Montepulciano d’Abruzzo is a classic comfort food wine. Pizza is the perfect pairing, plain or topped with pepperoni, mushrooms, or other toppings. Alfredo and marinara are both excellent choices for simple pasta. Montepulciano is acidic enough to handle the acidity of tomatoes. It’s also a sure-fire hit with bread, olive oil, and cheeses like mozzarella, parmesan, or asiago. Cool the bottle down a little, as this will bring out its freshness.

What does Montepulciano taste like?

Montepulciano d’Abruzzo has dark cherry, plum, brambly berry flavors, balanced acidity, and sometimes assertive tannins. Some producers make bottles that are suitable for cellaring. They take on savory notes such as dried herbs, olives, and leather. Violets, and even lavender on rare occasions, may be present. These wines are famous because of their lively fruit and food-friendly tannins.

Five Great Montepulciano Wines

Today, there are many great Montepulciano on the market. The five producers listed alphabetically are the perfect place to begin exploring Montepulciano.

Cataldi Madonna

Cataldi Madonna is over 100 years old and produces Trebbiano Montepulciano and other wines. The 2020 Malandrino d’Abruzzo Cerasuolo sings with wild forest fruits and a hint of nuts in the bass notes. It is delicious on its own or alongside a great charcuterie plate.

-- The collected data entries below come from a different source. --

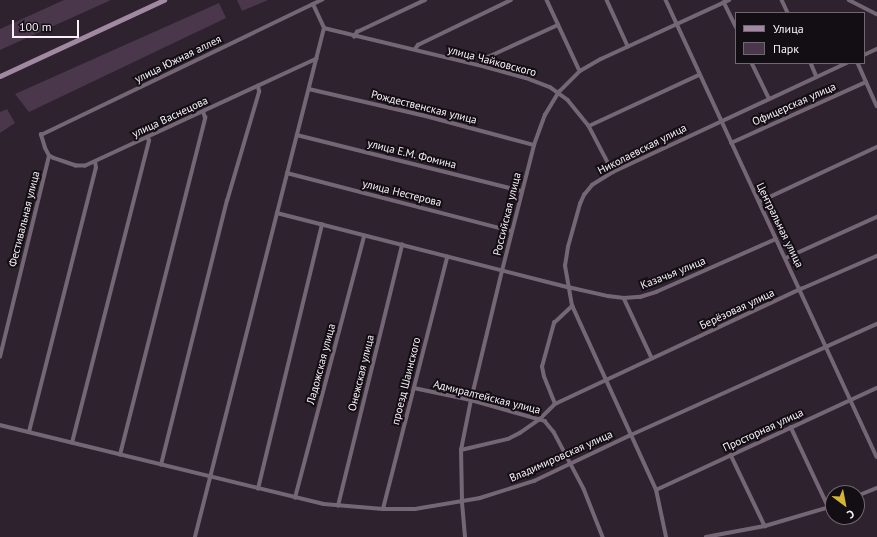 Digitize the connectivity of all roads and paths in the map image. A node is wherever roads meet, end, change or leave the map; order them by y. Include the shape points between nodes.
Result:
1 (164, 0) edge
2 (322, 0) edge
3 (425, 0) edge
4 (511, 0) edge
5 (547, 0) edge
6 (607, 0) edge
7 (666, 0) edge
8 (728, 0) edge
9 (782, 0) edge
10 (849, 0) edge
11 (724, 2) junction
12 (313, 4) junction
13 (788, 12) edge
14 (877, 14) edge
15 (677, 24) junction
16 (558, 25) junction
17 (735, 25) edge
18 (324, 28) junction
19 (354, 36) junction
20 (628, 46) junction
21 (415, 49) junction
22 (877, 49) edge
23 (865, 55) edge
24 (317, 59) junction
25 (752, 64) edge
26 (811, 64) edge
27 (845, 64) edge
28 (858, 64) edge
29 (486, 68) junction
30 (580, 72) junction
31 (699, 75) junction
32 (0, 76) edge
33 (817, 76) junction
34 (866, 82) junction
35 (258, 86) junction
36 (309, 89) junction
37 (559, 92) junction
38 (769, 98) junction
39 (877, 106) edge
40 (202, 112) junction
41 (720, 120) junction
42 (589, 126) junction
43 (297, 135) junction
44 (147, 137) junction
45 (731, 143) junction
46 (534, 145) junction
47 (877, 147) edge
48 (49, 156) junction
49 (95, 162) junction
50 (613, 172) junction
51 (287, 173) junction
52 (522, 191) junction
53 (759, 202) junction
54 (278, 213) junction
55 (877, 217) edge
56 (322, 225) junction
57 (512, 230) junction
58 (364, 236) junction
59 (776, 239) junction
60 (402, 245) junction
61 (877, 256) edge
62 (447, 257) junction
63 (786, 258) junction
64 (502, 271) junction
65 (568, 287) junction
66 (801, 289) junction
67 (624, 298) junction
68 (572, 306) junction
69 (877, 324) edge
70 (826, 347) junction
71 (0, 357) edge
72 (652, 358) junction
73 (605, 381) junction
74 (414, 388) junction
75 (877, 388) edge
76 (471, 400) junction
77 (851, 400) junction
78 (555, 404) junction
79 (540, 419) junction
80 (0, 425) edge
81 (791, 427) junction
82 (29, 432) junction
83 (630, 435) junction
84 (72, 443) junction
85 (461, 450) junction
86 (120, 455) junction
87 (731, 455) junction
88 (877, 457) edge
89 (571, 462) junction
90 (161, 465) junction
91 (210, 477) junction
92 (877, 488) edge
93 (258, 489) junction
94 (656, 490) junction
95 (865, 493) edge
96 (825, 495) edge
97 (295, 498) junction
98 (462, 502) junction
99 (338, 506) junction
100 (825, 509) edge
101 (383, 510) junction
102 (765, 526) junction
103 (195, 537) edge
104 (465, 537) edge
105 (603, 537) edge
106 (666, 537) edge
107 (706, 537) edge

1 - 32 main road
2 - 12 street, улица Южная аллея
3 - 19 street via 357,32
4 - 21 street via 418,45
5 - 16 street
6 - 20 street
7 - 15 street, Центральная улица
8 - 11 street, Российская улица
9 - 13 street
10 - 14 street
11 - 15 street, Российская улица
11 - 17 street
12 - 18 street
12 - 48 street, улица Южная аллея via 41,135
15 - 20 street, Российская улица
15 - 31 street, Центральная улица
16 - 29 street via 488,57
16 - 30 street
18 - 19 street, улица Чайковского
18 - 24 street
19 - 21 street, улица Чайковского
20 - 30 street, Российская улица
21 - 29 street, улица Чайковского
22 - 23 street
24 - 35 street, улица Васнецова
24 - 36 street
25 - 38 street
26 - 33 street
27 - 33 street, Николаевская улица
28 - 34 street
29 - 37 street, улица Чайковского via 526,78
30 - 37 street, Российская улица
31 - 41 street, Центральная улица
31 - 42 street
33 - 38 street, Николаевская улица
34 - 39 street
34 - 45 street, Офицерская улица
35 - 40 street, улица Васнецова
35 - 90 street via 259,92 227,201
36 - 43 street
36 - 46 street, Рождественская улица via 422,115
37 - 42 street, улица Чайковского
37 - 46 street, Российская улица via 545,115
38 - 41 street, Николаевская улица
40 - 44 street, улица Васнецова
40 - 86 street via 205,118
41 - 45 street, Центральная улица
41 - 50 street, Николаевская улица
42 - 50 street, улица Чайковского
43 - 51 street
43 - 52 street, улица Е.М. Фомина
44 - 49 street, улица Васнецова
44 - 84 street via 149,141
45 - 53 street, Центральная улица
46 - 52 street, Российская улица
47 - 53 street
48 - 49 street, улица Васнецова via 76,166
48 - 71 street, Фестивальная улица
49 - 82 street via 96,168
50 - 65 street, Николаевская улица via 592,184 580,204 565,266
51 - 54 street
51 - 57 street, улица Нестерова
52 - 57 street, Российская улица
53 - 59 street, Центральная улица
54 - 56 street
54 - 91 street
55 - 63 street
56 - 58 street
56 - 93 street
57 - 64 street, Российская улица
58 - 60 street
58 - 97 street, Ладожская улица
59 - 63 street, Центральная улица
59 - 67 street, Казачья улица via 656,292
60 - 62 street
60 - 99 street, Онежская улица
61 - 66 street, Берёзовая улица
62 - 64 street
62 - 74 street, проезд Шаинского
63 - 66 street, Центральная улица
64 - 65 street, Казачья улица
64 - 76 street, Российская улица
65 - 67 street, Казачья улица
65 - 68 street, Николаевская улица
66 - 70 street, Центральная улица
66 - 72 street, Берёзовая улица
67 - 72 street
68 - 73 street, Николаевская улица
68 - 78 street via 554,323 542,367
69 - 70 street, Владимировская улица
70 - 77 street, Центральная улица
70 - 83 street, Владимировская улица
72 - 73 street, Берёзовая улица
73 - 78 street, Берёзовая улица
73 - 83 street, Николаевская улица
74 - 76 street, Адмиралтейская улица
74 - 101 street, проезд Шаинского
75 - 77 street, Просторная улица
76 - 79 street, Адмиралтейская улица
76 - 85 street, Российская улица
77 - 81 street, Просторная улица
77 - 88 street, Центральная улица
78 - 79 street
79 - 85 street via 508,439
79 - 89 street, Адмиралтейская улица via 548,424
80 - 82 street, Владимировская улица
81 - 87 street, Просторная улица
81 - 96 street
82 - 84 street, Владимировская улица
83 - 89 street, Владимировская улица
83 - 94 street, Николаевская улица
84 - 86 street, Владимировская улица
85 - 98 street, Российская улица
86 - 90 street, Владимировская улица
87 - 94 street, Просторная улица
87 - 102 street
89 - 98 street, Владимировская улица via 515,488
89 - 105 street, Адмиралтейская улица via 595,512
90 - 91 street, Владимировская улица
91 - 93 street, Владимировская улица
91 - 103 street
92 - 95 street
93 - 97 street, Владимировская улица
94 - 106 street, Николаевская улица
97 - 99 street, Владимировская улица
98 - 101 street, Владимировская улица via 415,509
98 - 104 street, Российская улица
99 - 101 street, Владимировская улица
100 - 102 street
102 - 107 street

This estate, which has been in family hands since 1853, produces Montepulciano D’Abruzzo from grapes planted mainly in the 1960s. The 2017 Divus is readily available, and its prickly berries and spice make it a standout.

Duchman Family Winery

Texas is a long distance from Italy, but the superb Montepulciano wine produced by Dave Reilly would not let you know. It tends to be dominated by brambly berries, plums, and a touch of spice.

Masciarelli Wine Company

The Marina Cvetic Montepulciano d’Abruzzo is a perennial favorite among the wines produced by this venerable producer. The grapes come from Masciarelli’s eight best vineyard parcels. It is aged in barriques for up to a year and a quarter, giving it a unique texture and aging capability.

Saladini Pilastri

This estate has been in existence for more than 1,000 years. The Rosso Piceno, 80% Montepulciano, and 20% Sangiovese are aged for about four months on French oak. A charming 2020 with hints of cherry and flowers can be purchased for under $15.